Et n'oublie pas de fermer la porte en partant

couple,kiraz

Ma décision est prise, je te quitte. Tu peux faire ta valise. Tu n'es plus ma compagne, je vais en trouver une autre. Une plus jolie que toi, ce qui ne sera pas difficile, car tu n'es pas loin s'en faut un prix de beauté. J'avais cédé à tes avances, car à l'époque je n'avais personne d'autre sous la main, et j'étais dans le besoin, aussi bien sur le plan affectif que sexuel. Je peux te le dire aujourd'hui.

- Je t'ai choisie par défaut.

De ton côté tu n'étais pas non plus très emballée. J'ai servi de bouche-trou. Si j'avais eu le choix, tu penses bien que j'aurais jeté mon dévolu sur quelqu'un d'autre. Tu n'es pas laide, mais tu n'es pas belle. De plus, tu as quarante-cinq ans, et tu n'es pas millionnaire.

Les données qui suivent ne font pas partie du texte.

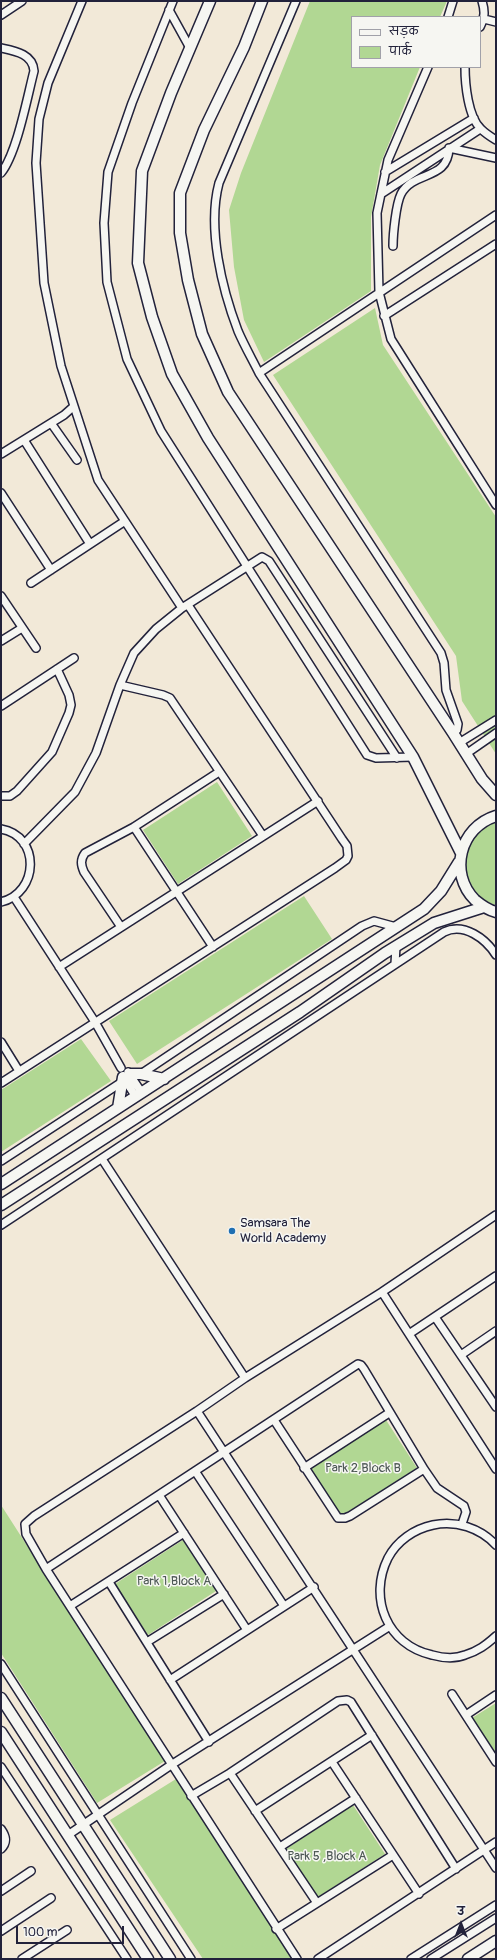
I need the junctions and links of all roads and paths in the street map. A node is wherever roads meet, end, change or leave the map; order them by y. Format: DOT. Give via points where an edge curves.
graph roads {
  1 [pos="22,1"];
  2 [pos="82,1"];
  3 [pos="173,1"];
  4 [pos="210,1"];
  5 [pos="262,1"];
  6 [pos="296,1"];
  7 [pos="453,1"];
  8 [pos="482,1"];
  9 [pos="487,1"];
  10 [pos="485,9"];
  11 [pos="170,10"];
  12 [pos="1,15"];
  13 [pos="448,16"];
  14 [pos="484,20"];
  15 [pos="496,22"];
  16 [pos="481,25"];
  17 [pos="1,48"];
  18 [pos="190,48"];
  19 [pos="428,68"];
  20 [pos="465,68"];
  21 [pos="474,118"];
  22 [pos="480,129"];
  23 [pos="496,140"];
  24 [pos="449,148"];
  25 [pos="496,158"];
  26 [pos="385,172"];
  27 [pos="1,173"];
  28 [pos="381,194"];
  29 [pos="496,215"];
  30 [pos="496,244"];
  31 [pos="393,246"];
  32 [pos="378,292"];
  33 [pos="384,316"];
  34 [pos="258,373"];
  35 [pos="73,407"];
  36 [pos="51,423"];
  37 [pos="24,440"];
  38 [pos="1,454"];
  39 [pos="77,460"];
  40 [pos="1,493"];
  41 [pos="496,505"];
  42 [pos="125,521"];
  43 [pos="90,544"];
  44 [pos="246,566"];
  45 [pos="50,570"];
  46 [pos="31,583"];
  47 [pos="1,596"];
  48 [pos="185,607"];
  49 [pos="22,628"];
  50 [pos="1,641"];
  51 [pos="36,648"];
  52 [pos="74,658"];
  53 [pos="57,669"];
  54 [pos="120,685"];
  55 [pos="1,706"];
  56 [pos="496,720"];
  57 [pos="453,733"];
  58 [pos="496,734"];
  59 [pos="459,743"];
  60 [pos="466,754"];
  61 [pos="413,757"];
  62 [pos="397,758"];
  63 [pos="219,772"];
  64 [pos="496,795"];
  65 [pos="1,796"];
  66 [pos="318,801"];
  67 [pos="496,816"];
  68 [pos="134,827"];
  69 [pos="1,829"];
  70 [pos="263,836"];
  71 [pos="24,844"];
  72 [pos="460,857"];
  73 [pos="177,892"];
  74 [pos="14,897"];
  75 [pos="1,902"];
  76 [pos="492,911"];
  77 [pos="121,927"];
  78 [pos="396,927"];
  79 [pos="396,946"];
  80 [pos="213,947"];
  81 [pos="496,956"];
  82 [pos="395,964"];
  83 [pos="59,967"];
  84 [pos="95,1022"];
  85 [pos="1,1042"];
  86 [pos="19,1071"];
  87 [pos="141,1074"];
  88 [pos="124,1075"];
  89 [pos="164,1079"];
  90 [pos="1,1083"];
  91 [pos="139,1095"];
  92 [pos="118,1108"];
  93 [pos="102,1159"];
  94 [pos="1,1161"];
  95 [pos="1,1184"];
  96 [pos="1,1205"];
  97 [pos="496,1215"];
  98 [pos="1,1225"];
  99 [pos="496,1276"];
  100 [pos="382,1292"];
  101 [pos="435,1317"];
  102 [pos="496,1332"];
  103 [pos="409,1334"];
  104 [pos="461,1355"];
  105 [pos="245,1378"];
  106 [pos="496,1406"];
  107 [pos="198,1411"];
  108 [pos="389,1413"];
  109 [pos="274,1420"];
  110 [pos="225,1452"];
  111 [pos="304,1468"];
  112 [pos="424,1469"];
  113 [pos="496,1469"];
  114 [pos="195,1471"];
  115 [pos="159,1495"];
  116 [pos="462,1524"];
  117 [pos="184,1533"];
  118 [pos="496,1545"];
  119 [pos="46,1569"];
  120 [pos="109,1582"];
  121 [pos="314,1587"];
  122 [pos="224,1594"];
  123 [pos="70,1606"];
  124 [pos="284,1606"];
  125 [pos="390,1626"];
  126 [pos="247,1630"];
  127 [pos="496,1636"];
  128 [pos="146,1642"];
  129 [pos="354,1649"];
  130 [pos="1,1664"];
  131 [pos="170,1680"];
  132 [pos="452,1694"];
  133 [pos="496,1695"];
  134 [pos="1,1698"];
  135 [pos="466,1715"];
  136 [pos="1,1732"];
  137 [pos="372,1735"];
  138 [pos="209,1742"];
  139 [pos="332,1762"];
  140 [pos="496,1762"];
  141 [pos="171,1765"];
  142 [pos="1,1767"];
  143 [pos="230,1773"];
  144 [pos="191,1796"];
  145 [pos="356,1798"];
  146 [pos="255,1811"];
  147 [pos="98,1815"];
  148 [pos="83,1825"];
  149 [pos="1,1829"];
  150 [pos="68,1835"];
  151 [pos="496,1842"];
  152 [pos="280,1847"];
  153 [pos="1,1849"];
  154 [pos="484,1850"];
  155 [pos="393,1855"];
  156 [pos="496,1868"];
  157 [pos="456,1869"];
  158 [pos="31,1871"];
  159 [pos="1,1891"];
  160 [pos="419,1894"];
  161 [pos="51,1898"];
  162 [pos="318,1903"];
  163 [pos="496,1905"];
  164 [pos="496,1918"];
  165 [pos="276,1928"];
  166 [pos="67,1930"];
  167 [pos="1,1931"];
  168 [pos="496,1941"];
  169 [pos="22,1959"];
  170 [pos="127,1959"];
  171 [pos="148,1959"];
  172 [pos="170,1959"];
  173 [pos="191,1959"];
  174 [pos="297,1959"];
  175 [pos="318,1959"];
  176 [pos="411,1959"];
  177 [pos="431,1959"];
  178 [pos="468,1959"];
  1 -- 12 [label="street"];
  2 -- 35 [label="street" via="48,83 39,119 36,163 44,283 59,358"];
  3 -- 11 [label="street"];
  4 -- 18 [label="main road"];
  5 -- 57 [label="main road" via="244,47 204,130 181,189 180,233 202,334 228,392"];
  6 -- 34 [label="street" via="219,183 214,214 221,271 238,332"];
  7 -- 13 [label="street"];
  8 -- 10 [label="street"];
  9 -- 10 [label="street"];
  10 -- 14 [label="street"];
  11 -- 18 [label="street"];
  11 -- 44 [label="street" via="132,103 108,172 104,222 107,282 127,359 161,432"];
  14 -- 15 [label="street"];
  14 -- 16 [label="street"];
  17 -- 27 [label="street" via="27,56 34,64 34,71 14,144"];
  18 -- 61 [label="main road" via="162,113 142,171 138,263 152,317 172,374 208,438"];
  19 -- 26 [label="street"];
  20 -- 21 [label="street" via="466,93"];
  21 -- 22 [label="street"];
  21 -- 26 [label="street"];
  22 -- 23 [label="street"];
  22 -- 24 [label="street"];
  24 -- 25 [label="street"];
  24 -- 28 [label="street"];
  24 -- 31 [label="street" via="449,158 443,167 411,182 401,194"];
  26 -- 28 [label="street"];
  28 -- 32 [label="street" via="377,213"];
  29 -- 32 [label="street"];
  30 -- 33 [label="street"];
  32 -- 33 [label="street"];
  32 -- 34 [label="street"];
  33 -- 41 [label="street" via="391,339"];
  34 -- 57 [label="street" via="441,653 446,690 458,724 457,730"];
  35 -- 36 [label="street"];
  35 -- 42 [label="street" via="98,480"];
  36 -- 37 [label="street"];
  36 -- 39 [label="street"];
  37 -- 38 [label="street"];
  37 -- 43 [label="street"];
  40 -- 45 [label="street"];
  42 -- 43 [label="street"];
  42 -- 48 [label="street"];
  43 -- 45 [label="street"];
  44 -- 48 [label="street"];
  44 -- 62 [label="street" via="367,754 376,758"];
  44 -- 62 [label="street" via="262,557 270,561"];
  45 -- 46 [label="street"];
  47 -- 49 [label="street"];
  48 -- 54 [label="street" via="156,629 134,653"];
  48 -- 66 [label="street"];
  49 -- 50 [label="street"];
  49 -- 51 [label="street"];
  52 -- 53 [label="street"];
  53 -- 55 [label="street"];
  53 -- 65 [label="street" via="71,705 52,752 17,791 10,796"];
  54 -- 63 [label="street" via="167,696"];
  54 -- 71 [label="street" via="96,753 75,792"];
  56 -- 59 [label="street"];
  57 -- 59 [label="main road"];
  58 -- 60 [label="street"];
  59 -- 60 [label="main road"];
  60 -- 64 [label="main road"];
  61 -- 62 [label="street"];
  61 -- 72 [label="main road"];
  63 -- 68 [label="street"];
  63 -- 70 [label="street"];
  66 -- 70 [label="street"];
  66 -- 80 [label="street" via="347,846 346,860"];
  67 -- 72 [label="main road" via="488,818 472,830"];
  68 -- 73 [label="street"];
  68 -- 77 [label="street" via="85,854 81,862 84,872"];
  69 -- 71 [label="street" via="16,835"];
  70 -- 73 [label="street"];
  71 -- 74 [label="street" via="31,867 29,879"];
  72 -- 76 [label="main road" via="460,874 465,887 470,895"];
  72 -- 78 [label="main road" via="441,891 424,909"];
  73 -- 77 [label="street"];
  73 -- 80 [label="street"];
  74 -- 75 [label="street"];
  74 -- 83 [label="street"];
  76 -- 79 [label="main road" via="434,923"];
  77 -- 83 [label="street"];
  78 -- 87 [label="street" via="374,921 362,926"];
  78 -- 89 [label="main road"];
  79 -- 82 [label="street"];
  79 -- 96 [label="main road" via="300,1012"];
  80 -- 84 [label="street"];
  81 -- 82 [label="street" via="489,945 470,932 450,929"];
  82 -- 93 [label="street"];
  83 -- 84 [label="street"];
  84 -- 86 [label="street"];
  84 -- 88 [label="street"];
  85 -- 86 [label="street"];
  86 -- 90 [label="street"];
  87 -- 88 [label="main road"];
  87 -- 89 [label="main road"];
  88 -- 91 [label="street"];
  88 -- 92 [label="main road"];
  88 -- 94 [label="street"];
  89 -- 91 [label="main road"];
  91 -- 92 [label="main road"];
  92 -- 95 [label="main road"];
  93 -- 98 [label="street"];
  93 -- 105 [label="street"];
  97 -- 100 [label="street"];
  99 -- 101 [label="street"];
  100 -- 103 [label="street"];
  100 -- 105 [label="street"];
  101 -- 103 [label="street"];
  101 -- 104 [label="street"];
  102 -- 104 [label="street"];
  103 -- 113 [label="street"];
  104 -- 106 [label="street"];
  105 -- 107 [label="street"];
  107 -- 110 [label="street"];
  107 -- 119 [label="street" via="25,1524 26,1534"];
  108 -- 109 [label="street" via="362,1365 358,1364"];
  108 -- 111 [label="street"];
  108 -- 112 [label="street"];
  109 -- 110 [label="street"];
  109 -- 111 [label="street"];
  110 -- 114 [label="street"];
  110 -- 121 [label="street"];
  111 -- 112 [label="street" via="335,1516 341,1519 350,1516"];
  112 -- 116 [label="street" via="441,1491 464,1506 466,1512"];
  114 -- 115 [label="street"];
  114 -- 124 [label="street"];
  115 -- 117 [label="street"];
  115 -- 119 [label="street"];
  116 -- 118 [label="street" via="486,1535"];
  116 -- 125 [label="street" via="442,1523 422,1528 405,1537 392,1552 383,1569 379,1589 382,1608"];
  117 -- 120 [label="street"];
  117 -- 122 [label="street"];
  119 -- 123 [label="street"];
  120 -- 123 [label="street"];
  120 -- 128 [label="street"];
  121 -- 124 [label="street"];
  121 -- 129 [label="street"];
  122 -- 126 [label="street"];
  122 -- 128 [label="street"];
  123 -- 141 [label="street"];
  124 -- 126 [label="street"];
  125 -- 127 [label="street" via="404,1642 422,1653 443,1658 464,1656 483,1647"];
  125 -- 129 [label="street"];
  126 -- 131 [label="street"];
  128 -- 131 [label="street"];
  129 -- 138 [label="street"];
  129 -- 154 [label="street"];
  130 -- 147 [label="street"];
  131 -- 138 [label="street"];
  132 -- 135 [label="street"];
  133 -- 135 [label="street"];
  134 -- 148 [label="main road"];
  135 -- 140 [label="street"];
  136 -- 150 [label="main road"];
  137 -- 139 [label="street"];
  137 -- 143 [label="street" via="351,1702 338,1701"];
  137 -- 157 [label="street"];
  138 -- 141 [label="street"];
  139 -- 145 [label="street"];
  139 -- 146 [label="street"];
  141 -- 144 [label="street"];
  141 -- 147 [label="street"];
  142 -- 170 [label="street"];
  143 -- 144 [label="street"];
  143 -- 146 [label="street"];
  144 -- 165 [label="street"];
  145 -- 152 [label="street"];
  145 -- 155 [label="street"];
  146 -- 152 [label="street"];
  147 -- 148 [label="street"];
  147 -- 173 [label="street"];
  148 -- 150 [label="street"];
  148 -- 172 [label="main road"];
  149 -- 153 [label="street" via="6,1840"];
  150 -- 171 [label="main road"];
  151 -- 154 [label="street"];
  152 -- 162 [label="street"];
  154 -- 156 [label="street"];
  154 -- 157 [label="street"];
  155 -- 160 [label="street"];
  155 -- 162 [label="street"];
  157 -- 160 [label="street"];
  158 -- 159 [label="street"];
  160 -- 175 [label="street"];
  161 -- 167 [label="street"];
  162 -- 165 [label="street"];
  163 -- 176 [label="street"];
  164 -- 177 [label="street"];
  165 -- 174 [label="street"];
  166 -- 169 [label="street"];
  168 -- 178 [label="main road"];
}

- Qu'est-ce que tu me reproches au juste ?

Rien en particulier. Et un peu tout. J'aurais pu m'accommoder de ton intelligence moyenne, et de ta culture limitée. Je dirais même que ça faisait partie de ton charme, les intellectuelles ne m'attirent pas. Je n'ai rien contre les secrétaires. Au contraire, je dirais qu'elles ont plutôt tendance à m'exciter avec leurs lunettes et leur stylo à bille. Mais c'est le physique qui ne va pas. Tu as l'air en bon état, mais en te regardant de plus près, en t'examinant à la loupe, on découvre des bosses et des rayures qui feraient baisser ta cote sur le marché des femmes s'il existait. Tu es comme un studio dont il faudrait refaire les peintures et changer la moquette. Et ce n'est pas qu'une question d'âge. Il y a quelque chose qui cloche dans ton visage. On ressent un malaise en te regardant. Une gêne. Un peu comme quand on croise un infirme dans un fauteuil roulant. Ou quand un estropié s'assoit en face de vous dans le métro. Ou qu'on se retrouve seul dans un ascenseur avec un nain. Je me demande quelle en est la cause. C'est sûrement un détail physique. C'est peut-être ton nez, ou ton front trop haut ou l'alignement de tes dents. Ou la combinaison des trois. C'est peut-être la forme de tes oreilles, ou l'écart entre tes yeux. En tout cas, ce qui est sûr, c'est qu'il y a un problème. Comme un défaut d'origine. Une malfaçon. Tu ressembles peut-être à ton père. Ou tes parents t'ont conçue dans la hâte, un matin avant de partir au travail. Tu es née en hiver. Ta mère a peut-être couché au printemps avec un étudiant qui s'y est mal pris, ou qui a éjaculé trop vite. Ou à côté.

- Tu es cruel.

- Non, je suis lucide.

Et furieux d'avoir gâché un an de ma vie avec toi. De plus, tu as voté une fois pour les Verts, tu es allée plusieurs fois à Disneyland avec ta soeur, et j'ai trouvé dans tes affaires la biographie d'un joueur de football. De plus, tu m'avais dit que tu habitais Paris, alors que tu habites Saint-Cloud. Je t'avais pourtant prévenue.

- Seules les Parisiennes m'excitent.